Rearden Commerce. One of the most overlooked names SaaS players in the spend business, Rearden Commerce has been playing a long game to build its next-generation vision of automating connections between buyers and sellers, backed by $340 million of venture and strategic investment to date. In late 2010, it swallowed up smaller spend management player Ketera, although a later realignment saw Rearden doubling down on its core commerce network offering.
Other spend management. Other pureplay SaaS vendors in the space include Perfect Commerce and leading commerce network operator Hubwoo. Notable players serving the SMB market include Bill.com, which automates invoicing, bill payments and collections,, online invoicing, billing and accounting vendor Freshbooks, and ExpenseWatch.com (owned by Amazon CEO Jeff Bezos).
Other expense management. Despite the dominance of Concur, there are many others around, including Certify and SMB-focused webexpenses. Adding mobile functionality early has helped open up opportunities for more recent newcomers Expensify and Shoeboxed.

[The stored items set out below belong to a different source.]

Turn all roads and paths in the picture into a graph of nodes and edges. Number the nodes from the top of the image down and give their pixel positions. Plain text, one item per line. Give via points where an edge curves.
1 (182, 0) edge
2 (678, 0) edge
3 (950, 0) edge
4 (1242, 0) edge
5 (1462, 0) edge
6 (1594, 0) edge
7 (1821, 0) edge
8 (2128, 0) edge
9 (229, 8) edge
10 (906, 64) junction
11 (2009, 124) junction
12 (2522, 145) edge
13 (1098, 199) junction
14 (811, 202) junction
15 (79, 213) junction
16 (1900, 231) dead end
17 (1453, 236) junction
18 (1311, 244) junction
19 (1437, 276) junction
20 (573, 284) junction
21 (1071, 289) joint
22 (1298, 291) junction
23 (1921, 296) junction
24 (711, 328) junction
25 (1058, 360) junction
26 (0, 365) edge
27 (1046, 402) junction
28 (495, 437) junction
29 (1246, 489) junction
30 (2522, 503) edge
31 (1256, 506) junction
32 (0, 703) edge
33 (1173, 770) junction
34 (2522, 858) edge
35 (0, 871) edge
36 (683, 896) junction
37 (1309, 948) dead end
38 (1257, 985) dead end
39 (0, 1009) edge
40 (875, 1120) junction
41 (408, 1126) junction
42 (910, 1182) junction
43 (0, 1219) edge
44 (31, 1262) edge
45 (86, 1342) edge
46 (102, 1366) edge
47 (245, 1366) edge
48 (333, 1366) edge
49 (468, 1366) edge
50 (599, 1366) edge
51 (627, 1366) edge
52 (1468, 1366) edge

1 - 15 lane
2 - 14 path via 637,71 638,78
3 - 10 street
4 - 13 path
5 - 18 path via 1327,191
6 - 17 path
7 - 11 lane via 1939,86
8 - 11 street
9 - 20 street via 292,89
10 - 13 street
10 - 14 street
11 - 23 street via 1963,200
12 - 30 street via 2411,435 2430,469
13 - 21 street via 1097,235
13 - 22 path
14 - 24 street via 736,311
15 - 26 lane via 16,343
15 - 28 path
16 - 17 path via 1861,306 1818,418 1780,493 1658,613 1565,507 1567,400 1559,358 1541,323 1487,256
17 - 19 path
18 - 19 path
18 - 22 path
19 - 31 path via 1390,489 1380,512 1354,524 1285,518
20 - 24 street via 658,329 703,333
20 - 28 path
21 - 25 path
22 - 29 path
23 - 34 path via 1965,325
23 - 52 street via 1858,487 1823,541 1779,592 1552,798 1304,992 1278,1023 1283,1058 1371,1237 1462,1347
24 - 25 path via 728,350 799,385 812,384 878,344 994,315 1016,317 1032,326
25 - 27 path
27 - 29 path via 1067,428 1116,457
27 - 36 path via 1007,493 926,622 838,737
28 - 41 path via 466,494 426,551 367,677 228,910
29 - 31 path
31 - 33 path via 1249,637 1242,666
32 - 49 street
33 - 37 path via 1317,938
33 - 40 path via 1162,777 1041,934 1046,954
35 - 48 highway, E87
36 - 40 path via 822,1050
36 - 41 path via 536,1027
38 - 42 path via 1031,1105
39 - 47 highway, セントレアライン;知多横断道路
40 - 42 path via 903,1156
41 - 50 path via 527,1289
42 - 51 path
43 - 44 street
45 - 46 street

Crowdsourcing. There's an explosion of experimentation and innovation as the world of crowdsourcing matures. Traditional contingent labor sourcing providers such as IQNavigator should probably be looking over their shoulders at these uniquely cloud-powered providers who bring on-demand to the world of clerical and professional services. Beyond the more established freelance networks such as eLance and oDesk, there are a range of more specialized crowdsourcing marketplaces springing up, ranging from 99Designs for creative work and XTM Xchange for translation, through to Blur Group's platform for everything from artwork to accounting. Others such as CrowdSource and CrowdFlower focus on harnessing microtask labor. These services are not yet hooked into other enterprise procurement and workforce management applications, but their impact when that happens will be enormous.